*** Records shown ***

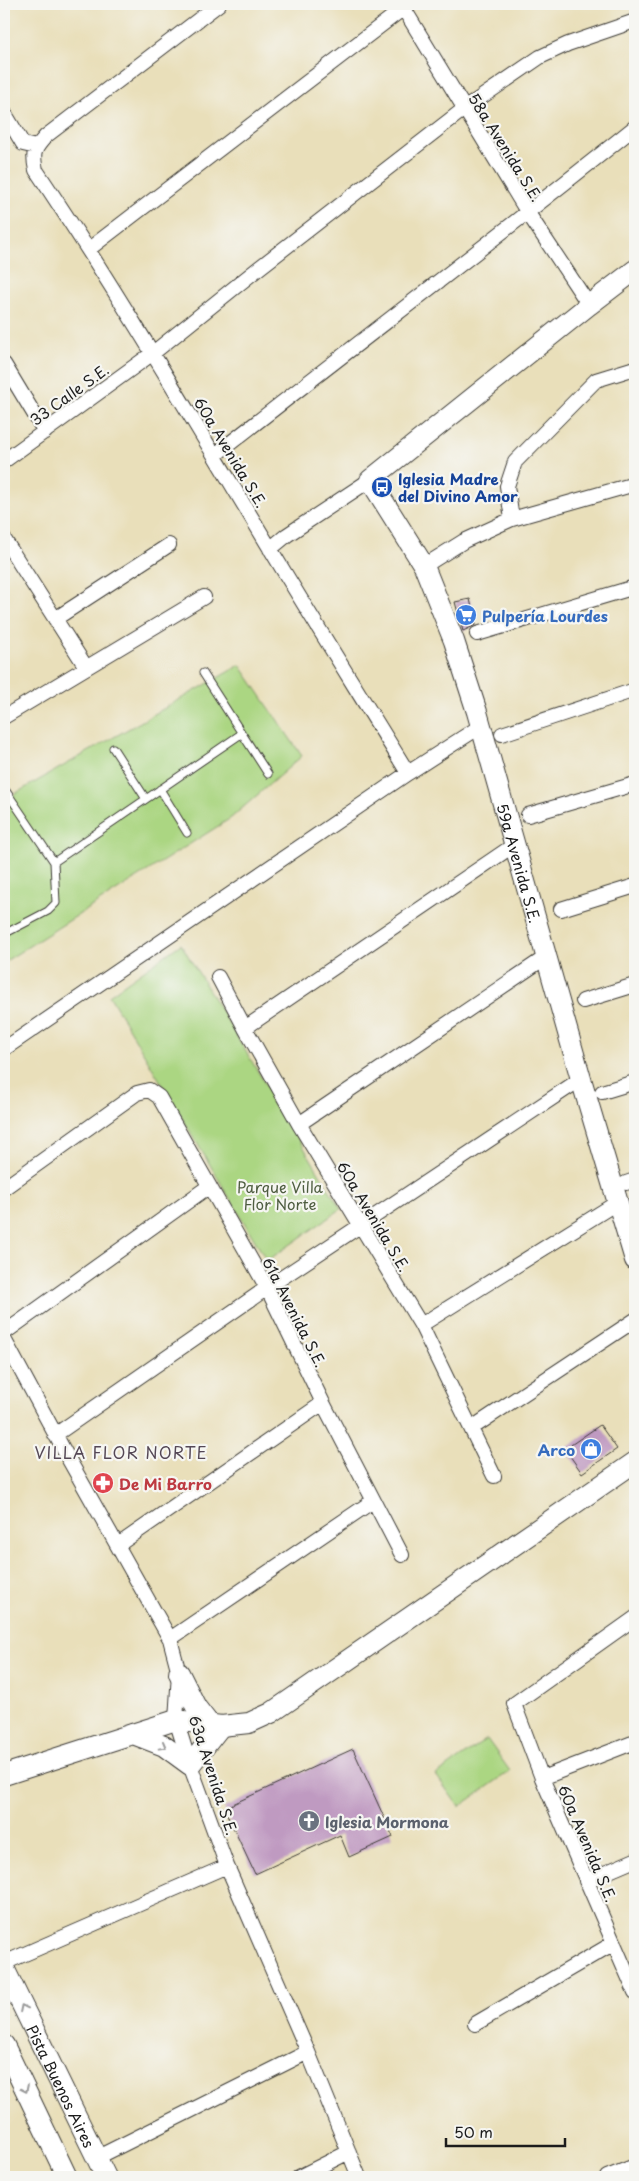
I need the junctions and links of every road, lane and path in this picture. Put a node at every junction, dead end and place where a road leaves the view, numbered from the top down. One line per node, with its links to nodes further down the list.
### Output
1 (219, 4): 7 (street)
2 (404, 5): 4 (street, 58a Avenida S.E.); 9 (street)
3 (635, 21): 4 (street, 33 Calle S.E.)
4 (464, 110): 8 (street, 58a Avenida S.E.); 12 (street, 33 Calle S.E.)
5 (4, 112): 7 (street)
6 (635, 127): 8 (street)
7 (36, 147): 9 (street, 60a Avenida S.E.)
8 (528, 213): 11 (street, 58a Avenida S.E.); 16 (street)
9 (89, 249): 12 (street, 60a Avenida S.E.)
10 (635, 270): 11 (street)
11 (589, 305): 18 (street)
12 (153, 353): 15 (street, 33 Calle S.E.); 16 (street, 60a Avenida S.E.)
13 (4, 364): 15 (street)
14 (635, 368): 20 (street)
15 (45, 432): 17 (street, 33 Calle S.E.)
16 (215, 455): 23 (street, 60a Avenida S.E.)
17 (4, 461)
18 (370, 480): 23 (street); 24 (street, 59a Avenida S.E.)
19 (635, 484): 20 (street)
20 (512, 520): 24 (street)
21 (4, 539): 27 (street)
22 (169, 545): 27 (street)
23 (270, 549): 37 (street, 60a Avenida S.E.)
24 (424, 566): 33 (street, 59a Avenida S.E.)
25 (635, 587): 28 (street)
26 (204, 597): 29 (street)
27 (55, 620): 29 (street)
28 (477, 634)
29 (86, 667): 32 (street)
30 (203, 673): 34 (lane)
31 (635, 690): 35 (street)
32 (4, 717)
33 (481, 726): 37 (street); 45 (street, 59a Avenida S.E.)
34 (242, 734): 38 (lane); 40 (lane)
35 (502, 734)
36 (113, 748): 42 (lane)
37 (408, 773): 55 (street)
38 (268, 774)
39 (635, 784): 43 (street)
40 (160, 789): 42 (lane); 44 (lane)
41 (6, 791): 46 (lane)
42 (146, 799): 46 (lane)
43 (528, 815)
44 (187, 833)
45 (514, 845): 50 (street, 59a Avenida S.E.); 54 (street)
46 (54, 862): 49 (lane)
47 (635, 886): 48 (street)
48 (561, 909)
49 (4, 934)
50 (546, 958): 56 (street, 59a Avenida S.E.); 59 (street)
51 (218, 976): 54 (street, 60a Avenida S.E.)
52 (635, 985): 53 (street)
53 (583, 1001)
54 (245, 1028): 59 (street, 60a Avenida S.E.)
55 (4, 1048)
56 (581, 1079): 62 (street, 59a Avenida S.E.); 63 (street)
57 (635, 1082): 58 (street)
58 (602, 1092)
59 (299, 1124): 63 (street, 60a Avenida S.E.)
60 (208, 1187): 61 (street, 61a Avenida S.E.); 65 (street, 61a Avenida S.E.); 68 (street)
61 (4, 1188)
62 (618, 1202): 64 (street, 59a Avenida S.E.); 67 (street)
63 (361, 1225): 65 (street); 67 (street, 60a Avenida S.E.)
64 (635, 1260)
65 (267, 1288): 70 (street, 61a Avenida S.E.); 72 (street)
66 (635, 1320): 71 (street)
67 (421, 1325): 71 (street, 60a Avenida S.E.)
68 (4, 1333)
69 (4, 1339): 72 (street, 63a Avenida S.E.)
70 (323, 1403): 75 (street, 61a Avenida S.E.); 76 (street)
71 (472, 1428): 74 (street, 60a Avenida S.E.)
72 (56, 1435): 76 (street, 63a Avenida S.E.)
73 (635, 1462): 82 (street)
74 (494, 1476)
75 (373, 1500): 77 (street, 61a Avenida S.E.); 79 (street)
76 (118, 1545): 79 (street, 63a Avenida S.E.)
77 (402, 1555)
78 (635, 1618): 87 (street, 60a Avenida S.E.)
79 (170, 1639): 80 (street, 63a Avenida S.E.)
80 (179, 1673): 81 (street, 63a Avenida S.E.); 82 (street)
81 (176, 1720): 82 (street); 83 (street); 85 (street, 63a Avenida S.E.)
82 (216, 1726): 85 (street)
83 (133, 1734): 85 (street, one-way to 85); 86 (street)
84 (635, 1742): 87 (street)
85 (190, 1765): 89 (street, 63a Avenida S.E.)
86 (4, 1775)
87 (542, 1778): 90 (street, 60a Avenida S.E.)
88 (635, 1860): 90 (street)
89 (228, 1866): 92 (street); 97 (street, 63a Avenida S.E.)
90 (586, 1881): 91 (street, 60a Avenida S.E.)
91 (614, 1943): 94 (street, 60a Avenida S.E.); 95 (street)
92 (4, 1963)
93 (4, 1968): 99 (street, Pista Buenos Aires, one-way to 93)
94 (634, 1984)
95 (475, 2024)
96 (4, 2046): 101 (street, one-way to 101)
97 (308, 2052): 98 (street, 63a Avenida S.E.); 99 (street)
98 (349, 2152): 103 (street); 104 (street, 63a Avenida S.E.)
99 (96, 2158): 102 (street, Pista Buenos Aires)
100 (635, 2166): 105 (street)
101 (67, 2177)
102 (106, 2177)
103 (300, 2177)
104 (359, 2177)
105 (607, 2177)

***

Aim of the exercise | Keep the pictures out, and write out the rest of the data above word for word.

Written reply |
I need the junctions and links of every road, lane and path in this picture. Put a node at every junction, dead end and place where a road leaves the view, numbered from the top down. One line per node, with its links to nodes further down the list.
### Output
1 (219, 4): 7 (street)
2 (404, 5): 4 (street, 58a Avenida S.E.); 9 (street)
3 (635, 21): 4 (street, 33 Calle S.E.)
4 (464, 110): 8 (street, 58a Avenida S.E.); 12 (street, 33 Calle S.E.)
5 (4, 112): 7 (street)
6 (635, 127): 8 (street)
7 (36, 147): 9 (street, 60a Avenida S.E.)
8 (528, 213): 11 (street, 58a Avenida S.E.); 16 (street)
9 (89, 249): 12 (street, 60a Avenida S.E.)
10 (635, 270): 11 (street)
11 (589, 305): 18 (street)
12 (153, 353): 15 (street, 33 Calle S.E.); 16 (street, 60a Avenida S.E.)
13 (4, 364): 15 (street)
14 (635, 368): 20 (street)
15 (45, 432): 17 (street, 33 Calle S.E.)
16 (215, 455): 23 (street, 60a Avenida S.E.)
17 (4, 461)
18 (370, 480): 23 (street); 24 (street, 59a Avenida S.E.)
19 (635, 484): 20 (street)
20 (512, 520): 24 (street)
21 (4, 539): 27 (street)
22 (169, 545): 27 (street)
23 (270, 549): 37 (street, 60a Avenida S.E.)
24 (424, 566): 33 (street, 59a Avenida S.E.)
25 (635, 587): 28 (street)
26 (204, 597): 29 (street)
27 (55, 620): 29 (street)
28 (477, 634)
29 (86, 667): 32 (street)
30 (203, 673): 34 (lane)
31 (635, 690): 35 (street)
32 (4, 717)
33 (481, 726): 37 (street); 45 (street, 59a Avenida S.E.)
34 (242, 734): 38 (lane); 40 (lane)
35 (502, 734)
36 (113, 748): 42 (lane)
37 (408, 773): 55 (street)
38 (268, 774)
39 (635, 784): 43 (street)
40 (160, 789): 42 (lane); 44 (lane)
41 (6, 791): 46 (lane)
42 (146, 799): 46 (lane)
43 (528, 815)
44 (187, 833)
45 (514, 845): 50 (street, 59a Avenida S.E.); 54 (street)
46 (54, 862): 49 (lane)
47 (635, 886): 48 (street)
48 (561, 909)
49 (4, 934)
50 (546, 958): 56 (street, 59a Avenida S.E.); 59 (street)
51 (218, 976): 54 (street, 60a Avenida S.E.)
52 (635, 985): 53 (street)
53 (583, 1001)
54 (245, 1028): 59 (street, 60a Avenida S.E.)
55 (4, 1048)
56 (581, 1079): 62 (street, 59a Avenida S.E.); 63 (street)
57 (635, 1082): 58 (street)
58 (602, 1092)
59 (299, 1124): 63 (street, 60a Avenida S.E.)
60 (208, 1187): 61 (street, 61a Avenida S.E.); 65 (street, 61a Avenida S.E.); 68 (street)
61 (4, 1188)
62 (618, 1202): 64 (street, 59a Avenida S.E.); 67 (street)
63 (361, 1225): 65 (street); 67 (street, 60a Avenida S.E.)
64 (635, 1260)
65 (267, 1288): 70 (street, 61a Avenida S.E.); 72 (street)
66 (635, 1320): 71 (street)
67 (421, 1325): 71 (street, 60a Avenida S.E.)
68 (4, 1333)
69 (4, 1339): 72 (street, 63a Avenida S.E.)
70 (323, 1403): 75 (street, 61a Avenida S.E.); 76 (street)
71 (472, 1428): 74 (street, 60a Avenida S.E.)
72 (56, 1435): 76 (street, 63a Avenida S.E.)
73 (635, 1462): 82 (street)
74 (494, 1476)
75 (373, 1500): 77 (street, 61a Avenida S.E.); 79 (street)
76 (118, 1545): 79 (street, 63a Avenida S.E.)
77 (402, 1555)
78 (635, 1618): 87 (street, 60a Avenida S.E.)
79 (170, 1639): 80 (street, 63a Avenida S.E.)
80 (179, 1673): 81 (street, 63a Avenida S.E.); 82 (street)
81 (176, 1720): 82 (street); 83 (street); 85 (street, 63a Avenida S.E.)
82 (216, 1726): 85 (street)
83 (133, 1734): 85 (street, one-way to 85); 86 (street)
84 (635, 1742): 87 (street)
85 (190, 1765): 89 (street, 63a Avenida S.E.)
86 (4, 1775)
87 (542, 1778): 90 (street, 60a Avenida S.E.)
88 (635, 1860): 90 (street)
89 (228, 1866): 92 (street); 97 (street, 63a Avenida S.E.)
90 (586, 1881): 91 (street, 60a Avenida S.E.)
91 (614, 1943): 94 (street, 60a Avenida S.E.); 95 (street)
92 (4, 1963)
93 (4, 1968): 99 (street, Pista Buenos Aires, one-way to 93)
94 (634, 1984)
95 (475, 2024)
96 (4, 2046): 101 (street, one-way to 101)
97 (308, 2052): 98 (street, 63a Avenida S.E.); 99 (street)
98 (349, 2152): 103 (street); 104 (street, 63a Avenida S.E.)
99 (96, 2158): 102 (street, Pista Buenos Aires)
100 (635, 2166): 105 (street)
101 (67, 2177)
102 (106, 2177)
103 (300, 2177)
104 (359, 2177)
105 (607, 2177)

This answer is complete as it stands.